1. Mai 2024 mit Ergänzungen

Inhaltsverzeichnis

Video: Eintreffen des Demozuges und Störung durch Polizei.

Hier ein kurzes Video des Eintreffens des Demozuges zur Kundgebung vor dem Roten Rathaus. Der Zug kam mit Verspätung.

Video: Ingo Müller

1. Mai 2024, eintreffen der Demoteilnehmer.

Sie kamen mit Verspätung. Hier wussten wir noch nicht warum. Text dazu folgt später.

00:35 Eintreffen des Zuges

10:19 Polizei versucht hier zu stoppen

11:00 Straße Frei 1. Mai – Rufe werden immer lauter

11:23 und sie zogen sich zurück

13:13 Hoch die Internationale Solidarität


DGB-Ordner blockiert mit Unterstützung der Polizei den klassenkämpferischen Block & den Block der Sozialen Arbeit


Revolutionäre Demo

Gastbeitrag: Klaus D.

Gewaltbereiter Polizeiblock am Anfang, bedrohte Demonstranten, gewaltbereiter Polizeiblock am Ende.

Die Demo wurde auch an den Seiten von einem ungeheuren Polizeiaufgebot begleitet, die Teilnehmer ließen sich aber nicht einschüchtern und brachten lautstark ihre Solidarität mit Palästina zum Ausdruck. Schon nachmittags, als die Demo sich noch weit entfernt am Südstern sammelte, unterband die BVG auf Geheiß der Polizeiführung am Hermannplatz bereits den Busverkehr. Die politische Führung der Stadt tut alles, um das Klima zu verschärfen.
Foto: Klaus D.
Foto: Klaus D.
Foto: Klaus D.

Auswertung der 1.Mai Berichterstattung im rbb-TV

Gastbeitrag: Gastbeitrag: Rüdiger Deissler schrieb eine E-Mail an den rbb-TV betreffs ihrer Berichterstattung zum 1. Mai. Mit freundlicher Genehmigung der der Brief veröffentlicht werden.

Berichterstattung zum 1. Mai- Sondersendung um 20.15h am 1.5.24 in rbb-tv

Sehr geehrte Damen und Herren,

mit Spannung habe ich die angekündigte abendliche Sondersendung des rbb gestern zu den 1. Mai- Demonstrationen erwartet. Doch welche Enttäuschung: Es ging hier garnicht um politische Inhalte, die mich sehr interessiert hätten.

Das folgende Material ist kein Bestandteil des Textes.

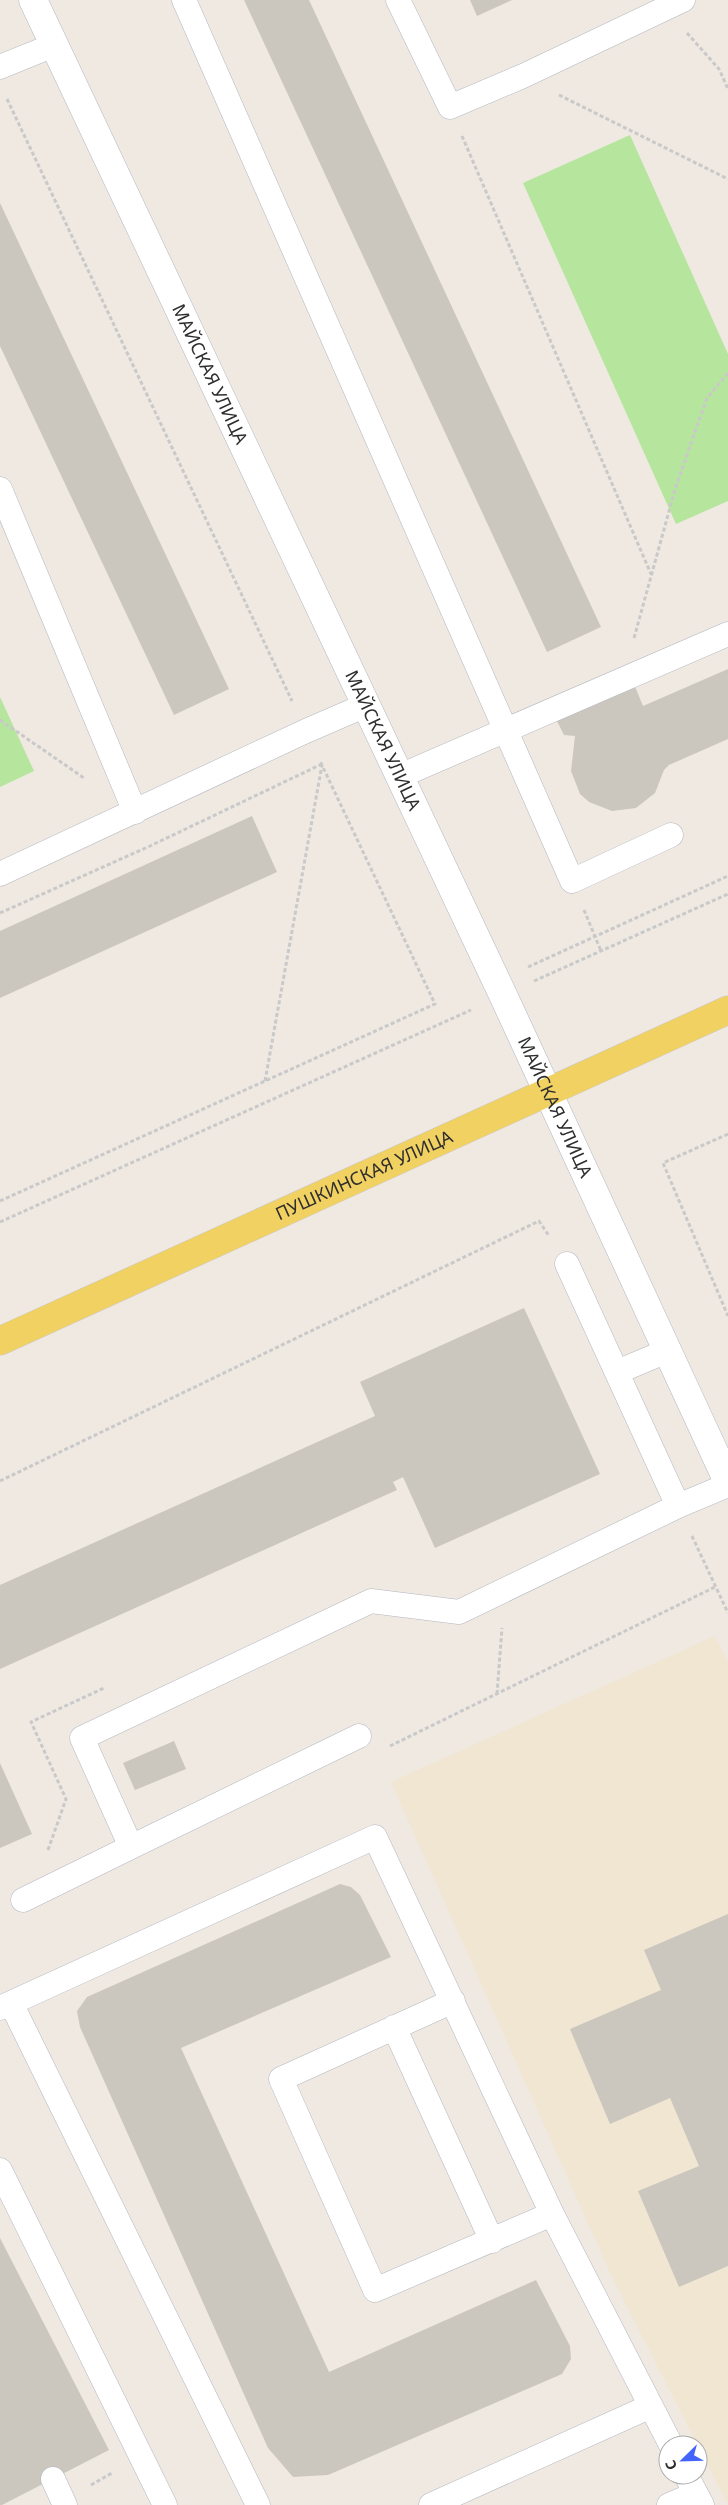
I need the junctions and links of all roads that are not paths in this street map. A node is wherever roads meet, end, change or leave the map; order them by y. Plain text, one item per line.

Der 1. Mai ist schliesslich nur einmal im Jahr. Stattdessen eigentlich nur Geschwafel über Polizei-Taktiken, Festnahme- Statistiken der letzten 5 Jahre im Vergleich, Innensenatorin Spranger (SPD) mit dem üblichen blablabla "hart durchgreifen, Antisemitismus nicht zulassen, bla, notfalls...". Antisemitismus (vermutlich war hier die Kritik am israelischen Eroberungskrieg gegen die palästinensische Zivilbevölkerung gemeint?) hier als sogenannter "Israel-bezogener" auftretend, müsse auf jeden Fall verhindert und verfolgt werden. Vom Palästina-Bezug der Mai-Demonstrationen war ab und zu noch die Rede, und dass zu viele Palästina-Fahnen dabei seien.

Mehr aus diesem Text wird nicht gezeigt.